▸ Aim of the task
Write out the records below word for word, please.

[Saved data entries]

—————

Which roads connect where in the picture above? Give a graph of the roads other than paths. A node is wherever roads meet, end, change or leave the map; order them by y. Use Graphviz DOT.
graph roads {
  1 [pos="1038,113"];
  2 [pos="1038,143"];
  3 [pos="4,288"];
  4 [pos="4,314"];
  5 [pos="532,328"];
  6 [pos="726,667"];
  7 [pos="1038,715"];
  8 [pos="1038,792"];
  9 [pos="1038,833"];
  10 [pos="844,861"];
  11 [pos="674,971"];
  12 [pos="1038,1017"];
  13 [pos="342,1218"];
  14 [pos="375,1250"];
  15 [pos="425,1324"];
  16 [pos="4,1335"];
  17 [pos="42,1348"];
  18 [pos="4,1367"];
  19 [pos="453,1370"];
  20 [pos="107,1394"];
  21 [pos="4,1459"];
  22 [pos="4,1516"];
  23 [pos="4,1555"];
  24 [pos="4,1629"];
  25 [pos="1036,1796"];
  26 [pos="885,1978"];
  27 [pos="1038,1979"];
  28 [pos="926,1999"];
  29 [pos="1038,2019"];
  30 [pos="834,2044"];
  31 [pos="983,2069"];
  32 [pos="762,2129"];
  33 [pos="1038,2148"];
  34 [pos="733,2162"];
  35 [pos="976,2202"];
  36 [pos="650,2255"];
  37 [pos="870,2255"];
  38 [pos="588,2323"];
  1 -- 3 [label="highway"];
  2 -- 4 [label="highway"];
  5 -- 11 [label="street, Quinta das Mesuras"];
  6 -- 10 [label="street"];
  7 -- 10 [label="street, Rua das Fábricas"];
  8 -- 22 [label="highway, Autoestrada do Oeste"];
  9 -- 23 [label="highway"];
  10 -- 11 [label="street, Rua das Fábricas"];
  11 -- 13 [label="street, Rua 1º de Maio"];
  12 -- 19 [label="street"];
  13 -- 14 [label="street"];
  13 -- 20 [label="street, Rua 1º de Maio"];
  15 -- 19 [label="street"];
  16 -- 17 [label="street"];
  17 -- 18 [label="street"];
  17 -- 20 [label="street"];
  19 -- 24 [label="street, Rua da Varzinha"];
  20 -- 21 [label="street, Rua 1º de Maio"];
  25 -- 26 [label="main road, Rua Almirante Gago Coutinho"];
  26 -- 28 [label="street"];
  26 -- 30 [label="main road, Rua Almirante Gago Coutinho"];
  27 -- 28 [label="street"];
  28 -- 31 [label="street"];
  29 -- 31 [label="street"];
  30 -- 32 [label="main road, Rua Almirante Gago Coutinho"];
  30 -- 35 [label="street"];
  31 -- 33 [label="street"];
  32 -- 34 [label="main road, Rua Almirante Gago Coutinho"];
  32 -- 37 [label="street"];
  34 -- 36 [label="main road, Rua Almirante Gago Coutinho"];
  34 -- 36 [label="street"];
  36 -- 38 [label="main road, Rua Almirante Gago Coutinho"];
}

—————

▸ Expected answer
Which roads connect where in the picture above? Give a graph of the roads other than paths. A node is wherever roads meet, end, change or leave the map; order them by y. Use Graphviz DOT.
graph roads {
  1 [pos="1038,113"];
  2 [pos="1038,143"];
  3 [pos="4,288"];
  4 [pos="4,314"];
  5 [pos="532,328"];
  6 [pos="726,667"];
  7 [pos="1038,715"];
  8 [pos="1038,792"];
  9 [pos="1038,833"];
  10 [pos="844,861"];
  11 [pos="674,971"];
  12 [pos="1038,1017"];
  13 [pos="342,1218"];
  14 [pos="375,1250"];
  15 [pos="425,1324"];
  16 [pos="4,1335"];
  17 [pos="42,1348"];
  18 [pos="4,1367"];
  19 [pos="453,1370"];
  20 [pos="107,1394"];
  21 [pos="4,1459"];
  22 [pos="4,1516"];
  23 [pos="4,1555"];
  24 [pos="4,1629"];
  25 [pos="1036,1796"];
  26 [pos="885,1978"];
  27 [pos="1038,1979"];
  28 [pos="926,1999"];
  29 [pos="1038,2019"];
  30 [pos="834,2044"];
  31 [pos="983,2069"];
  32 [pos="762,2129"];
  33 [pos="1038,2148"];
  34 [pos="733,2162"];
  35 [pos="976,2202"];
  36 [pos="650,2255"];
  37 [pos="870,2255"];
  38 [pos="588,2323"];
  1 -- 3 [label="highway"];
  2 -- 4 [label="highway"];
  5 -- 11 [label="street, Quinta das Mesuras"];
  6 -- 10 [label="street"];
  7 -- 10 [label="street, Rua das Fábricas"];
  8 -- 22 [label="highway, Autoestrada do Oeste"];
  9 -- 23 [label="highway"];
  10 -- 11 [label="street, Rua das Fábricas"];
  11 -- 13 [label="street, Rua 1º de Maio"];
  12 -- 19 [label="street"];
  13 -- 14 [label="street"];
  13 -- 20 [label="street, Rua 1º de Maio"];
  15 -- 19 [label="street"];
  16 -- 17 [label="street"];
  17 -- 18 [label="street"];
  17 -- 20 [label="street"];
  19 -- 24 [label="street, Rua da Varzinha"];
  20 -- 21 [label="street, Rua 1º de Maio"];
  25 -- 26 [label="main road, Rua Almirante Gago Coutinho"];
  26 -- 28 [label="street"];
  26 -- 30 [label="main road, Rua Almirante Gago Coutinho"];
  27 -- 28 [label="street"];
  28 -- 31 [label="street"];
  29 -- 31 [label="street"];
  30 -- 32 [label="main road, Rua Almirante Gago Coutinho"];
  30 -- 35 [label="street"];
  31 -- 33 [label="street"];
  32 -- 34 [label="main road, Rua Almirante Gago Coutinho"];
  32 -- 37 [label="street"];
  34 -- 36 [label="main road, Rua Almirante Gago Coutinho"];
  34 -- 36 [label="street"];
  36 -- 38 [label="main road, Rua Almirante Gago Coutinho"];
}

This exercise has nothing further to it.